*Your goal*: Scan the entries for the word "shadow" and return every line that has it.
[[ Material for this task, beginning ]]
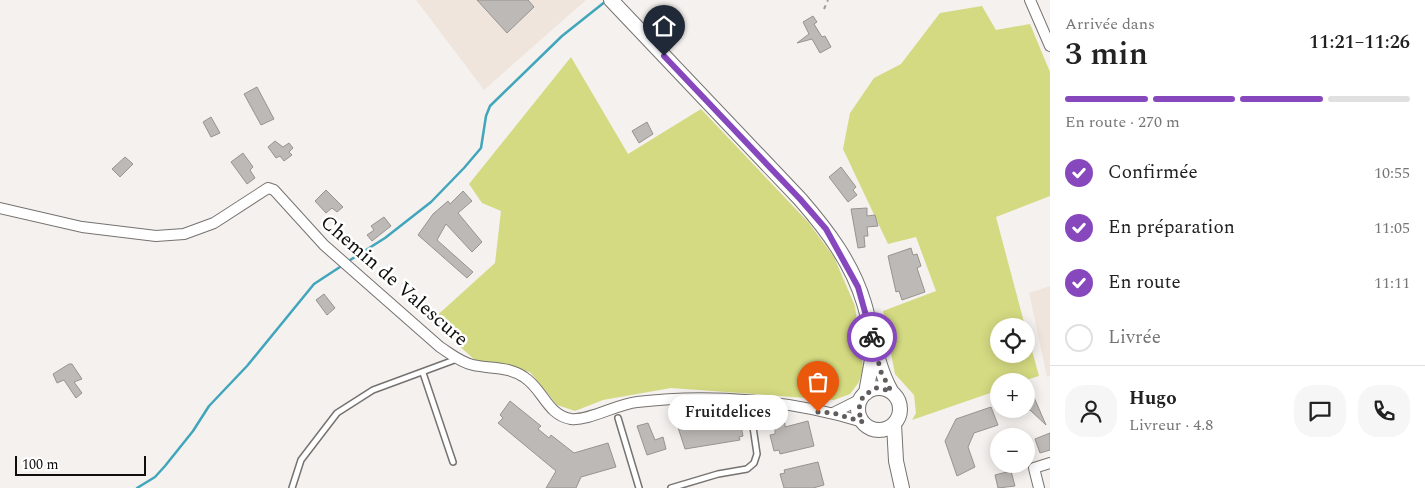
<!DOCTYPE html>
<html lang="fr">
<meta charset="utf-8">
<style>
:root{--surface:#fff;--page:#f6f6f6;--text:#222;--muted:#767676;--line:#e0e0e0;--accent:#8848bd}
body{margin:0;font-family:Spectral,serif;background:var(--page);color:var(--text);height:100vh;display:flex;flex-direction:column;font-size:19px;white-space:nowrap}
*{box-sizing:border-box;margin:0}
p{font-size:16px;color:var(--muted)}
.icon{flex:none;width:28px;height:28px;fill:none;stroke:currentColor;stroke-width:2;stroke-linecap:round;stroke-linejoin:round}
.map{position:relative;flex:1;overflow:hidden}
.panel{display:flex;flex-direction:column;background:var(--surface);width:375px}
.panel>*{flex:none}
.fabs{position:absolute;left:990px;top:318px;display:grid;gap:10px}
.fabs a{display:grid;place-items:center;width:45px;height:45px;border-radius:50%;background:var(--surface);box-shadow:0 2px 12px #0003;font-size:25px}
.scale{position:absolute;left:15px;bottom:12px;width:131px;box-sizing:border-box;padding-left:5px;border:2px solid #100e0d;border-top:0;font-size:14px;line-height:18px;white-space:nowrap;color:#100e0d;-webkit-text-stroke:4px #fff;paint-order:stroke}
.pin{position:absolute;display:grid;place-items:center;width:42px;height:42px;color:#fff;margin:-51px -21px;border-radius:50% 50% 50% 0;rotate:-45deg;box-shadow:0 0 5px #0007}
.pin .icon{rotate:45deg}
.courier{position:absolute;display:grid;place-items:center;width:50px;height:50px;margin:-25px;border:4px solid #8848bd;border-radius:50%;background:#fff;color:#222;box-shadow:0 1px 6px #0007}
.bubble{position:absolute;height:35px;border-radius:18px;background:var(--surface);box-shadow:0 2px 12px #0003;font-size:16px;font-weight:600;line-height:35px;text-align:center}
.head em{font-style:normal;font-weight:600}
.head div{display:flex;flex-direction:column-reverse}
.head{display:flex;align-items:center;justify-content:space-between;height:85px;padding:0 15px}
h1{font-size:32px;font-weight:600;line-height:38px}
.bar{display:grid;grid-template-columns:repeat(4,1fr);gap:8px 5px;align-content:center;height:60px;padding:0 15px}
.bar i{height:6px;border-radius:4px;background:var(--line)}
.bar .current{background:var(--accent)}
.bar p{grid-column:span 4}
.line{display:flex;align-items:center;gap:12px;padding:0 15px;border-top:1px solid var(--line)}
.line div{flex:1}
.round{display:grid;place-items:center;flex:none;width:52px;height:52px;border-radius:20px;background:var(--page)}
ol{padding:0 15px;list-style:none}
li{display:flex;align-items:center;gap:15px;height:55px}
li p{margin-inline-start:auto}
li .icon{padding:5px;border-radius:50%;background:var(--accent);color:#fff;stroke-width:4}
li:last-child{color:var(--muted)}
li i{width:28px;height:28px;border:2px solid var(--line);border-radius:50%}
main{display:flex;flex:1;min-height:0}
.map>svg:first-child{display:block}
</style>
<main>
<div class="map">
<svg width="1050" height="488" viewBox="0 0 1050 488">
<rect width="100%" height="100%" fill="#f5f1ee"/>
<path fill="#efe5dd" d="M416,0H586L484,90Z
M1050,286V376L1047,377L1029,293Z"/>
<path fill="#d4da81" d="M982,6L996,30L1030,24L1050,72V196L996,217L1025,326H999V354H1026V329L1039,376L1023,381H999V390L912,420L916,413L914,395L895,374L883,311L936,291L916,237L888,244L843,149L850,113L874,78L901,64L940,13Z
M571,57L628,154L701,109L808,222L834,257L855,306L863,368L859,382L850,394L834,400L671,388L603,400L575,411L557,405L530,372L475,360L431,321L495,263L501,211L482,203L469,184Z"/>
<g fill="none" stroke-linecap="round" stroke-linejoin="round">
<path stroke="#41a5bc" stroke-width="2.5" d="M347,262L385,238L431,202L464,168L481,148L486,116L490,106L562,36L606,1
M137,488L155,477L165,466L193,431L209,406L247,366L314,284L343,265"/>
</g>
<path fill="#bdb9b6" stroke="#979391" d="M477,0H528L534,7L507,33Z
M813,16L817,22L814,24L822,37L825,36L831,47L820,53L812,39L797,43L809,34L803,22Z
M257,87L274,119L261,125L244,94Z
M211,117L220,133L211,137L203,122Z
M647,122L653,134L639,143L632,131Z
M275,141L283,147L289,143L293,148L289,152L292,155L284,161L280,156L276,158L268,147Z
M243,153L253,167L250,170L255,178L247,184L231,162Z
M125,157L133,164L120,177L112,169Z
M841,167L856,187L853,190L857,195L848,202L829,177Z
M326,190L343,207L337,212L332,208L326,213L315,201Z
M463,191L472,201L458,213L482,242L472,252L446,224L437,240L473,272L467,278L418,235L433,214L448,201L450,204Z
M867,208V216L875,215L878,226L867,227L868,236H864L865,247L858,248L851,209Z
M384,217L391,226L372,241L367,235L374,230L371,226Z
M911,248L913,255L917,254L921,266L917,268L925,292L902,300L899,291L896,292L888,256Z
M324,294L335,308L327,315L316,300Z
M69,364H72L82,379L74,382L82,393L76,398L64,380L57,383L53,374Z
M1026,379L1046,425L1030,410L1026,411Z
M510,401L541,426L538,429L549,438L551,435L574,453L608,443L616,467L581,477L576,488H546L556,471L498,423L503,418L500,415Z
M991,407L998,425L974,433L968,447L975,467L957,476L945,441L956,419Z
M680,411L696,412V424L726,417L727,420L736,418L738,426H741L743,436L739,437L740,440L685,449L673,412Z
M808,421L814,446L780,454L779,450L774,451L770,435L775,434V425L785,423V427Z
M648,423L655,440L663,437L666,449L647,455L637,426Z
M1050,433V450L1040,453L1035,439Z
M818,462L824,485L813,488H784L780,474L785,473L784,470Z
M1011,471L1015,486L998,488L995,475Z"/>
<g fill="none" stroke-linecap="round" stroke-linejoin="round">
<g stroke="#767270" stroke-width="8">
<path id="service" d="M423,373L453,462
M618,418L639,488
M292,488L301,460L337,413L373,390L457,359
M671,488L718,474L747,469L754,463L757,454L749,400"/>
</g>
<g stroke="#767270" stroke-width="12">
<path id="minor" d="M1030,0L1050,46
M0,208L82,227L156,236L184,234L214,223L268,188L274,190L324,245L440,347C451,354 460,362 473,365C491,369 508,366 524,377C543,389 547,415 571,419C589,421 617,404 637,402C710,393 793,400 863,422
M833,413L861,399
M1039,488L1034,468L1050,463"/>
</g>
<g stroke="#767270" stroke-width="16">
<path id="secondary" d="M611,0L800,199C827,230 852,263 864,303C873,333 876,364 891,391
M858 409a21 21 0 1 1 42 0a21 21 0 1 1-42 0Z
M866,393L873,354
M894,424L896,461L902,488"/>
</g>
<path stroke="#9d9a98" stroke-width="2" stroke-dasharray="4 4" stroke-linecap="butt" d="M824,9L828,0"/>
<use href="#service" stroke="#fff" stroke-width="5"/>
<use href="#minor" stroke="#fff" stroke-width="10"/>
<use href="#secondary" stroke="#fff" stroke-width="14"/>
</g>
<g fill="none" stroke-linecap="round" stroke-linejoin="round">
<path stroke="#605d5c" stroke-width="5" stroke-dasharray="0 9" d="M818,412L833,413L863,422L858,411L863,396L876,388L891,391L881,372L872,337"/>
<path stroke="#8848bd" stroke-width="6" d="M664,56L800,199L826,229L858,287L872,337"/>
</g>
<g text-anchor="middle" stroke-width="5" stroke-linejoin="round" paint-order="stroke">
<g font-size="20" fill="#100e0d" stroke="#fff">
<text transform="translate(395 280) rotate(41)" y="7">Chemin de Valescure</text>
</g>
</g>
</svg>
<div class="fabs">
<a><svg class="icon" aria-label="locate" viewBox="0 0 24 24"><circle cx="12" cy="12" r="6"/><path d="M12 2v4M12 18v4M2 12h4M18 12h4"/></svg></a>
<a>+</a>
<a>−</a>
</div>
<div class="scale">100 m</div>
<div class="pin" style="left:818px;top:412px;background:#ea580c"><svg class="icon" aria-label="bag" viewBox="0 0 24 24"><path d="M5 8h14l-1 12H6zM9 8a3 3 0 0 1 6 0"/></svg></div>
<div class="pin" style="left:664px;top:56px;background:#1f2937"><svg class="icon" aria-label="home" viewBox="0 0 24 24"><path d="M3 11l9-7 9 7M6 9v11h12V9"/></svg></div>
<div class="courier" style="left:872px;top:337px"><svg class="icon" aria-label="bike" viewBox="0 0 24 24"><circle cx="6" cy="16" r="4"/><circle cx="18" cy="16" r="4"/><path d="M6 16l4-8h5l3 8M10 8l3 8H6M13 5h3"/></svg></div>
<div class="bubble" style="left:668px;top:395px;width:120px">Fruitdelices</div>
</div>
<section class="panel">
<div class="head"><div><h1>3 min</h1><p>Arrivée dans</p></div><em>11:21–11:26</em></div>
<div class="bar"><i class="current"></i><i class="current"></i><i class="current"></i><i></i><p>En route · 270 m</p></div>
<ol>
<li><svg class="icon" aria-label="check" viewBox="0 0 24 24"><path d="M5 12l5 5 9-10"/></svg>Confirmée<p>10:55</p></li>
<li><svg class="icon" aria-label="check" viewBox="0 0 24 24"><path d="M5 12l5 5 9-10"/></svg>En préparation<p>11:05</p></li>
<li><svg class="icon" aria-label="check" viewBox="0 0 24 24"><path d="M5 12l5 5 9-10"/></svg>En route<p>11:11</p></li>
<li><i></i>Livrée</li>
</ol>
<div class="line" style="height:90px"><a class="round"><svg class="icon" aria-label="person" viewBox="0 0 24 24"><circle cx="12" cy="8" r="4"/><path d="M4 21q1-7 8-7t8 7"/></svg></a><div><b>Hugo</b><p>Livreur · 4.8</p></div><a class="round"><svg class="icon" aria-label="chat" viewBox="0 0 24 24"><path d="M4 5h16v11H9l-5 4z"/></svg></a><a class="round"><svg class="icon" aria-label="phone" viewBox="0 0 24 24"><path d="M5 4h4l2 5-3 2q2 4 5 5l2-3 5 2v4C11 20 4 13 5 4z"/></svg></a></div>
</section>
</main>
[[ Material for this task, end ]]
*Answer section*:
.fabs a{display:grid;place-items:center;width:45px;height:45px;border-radius:50%;background:var(--surface);box-shadow:0 2px 12px #0003;font-size:25px}
.pin{position:absolute;display:grid;place-items:center;width:42px;height:42px;color:#fff;margin:-51px -21px;border-radius:50% 50% 50% 0;rotate:-45deg;box-shadow:0 0 5px #0007}
.courier{position:absolute;display:grid;place-items:center;width:50px;height:50px;margin:-25px;border:4px solid #8848bd;border-radius:50%;background:#fff;color:#222;box-shadow:0 1px 6px #0007}
.bubble{position:absolute;height:35px;border-radius:18px;background:var(--surface);box-shadow:0 2px 12px #0003;font-size:16px;font-weight:600;line-height:35px;text-align:center}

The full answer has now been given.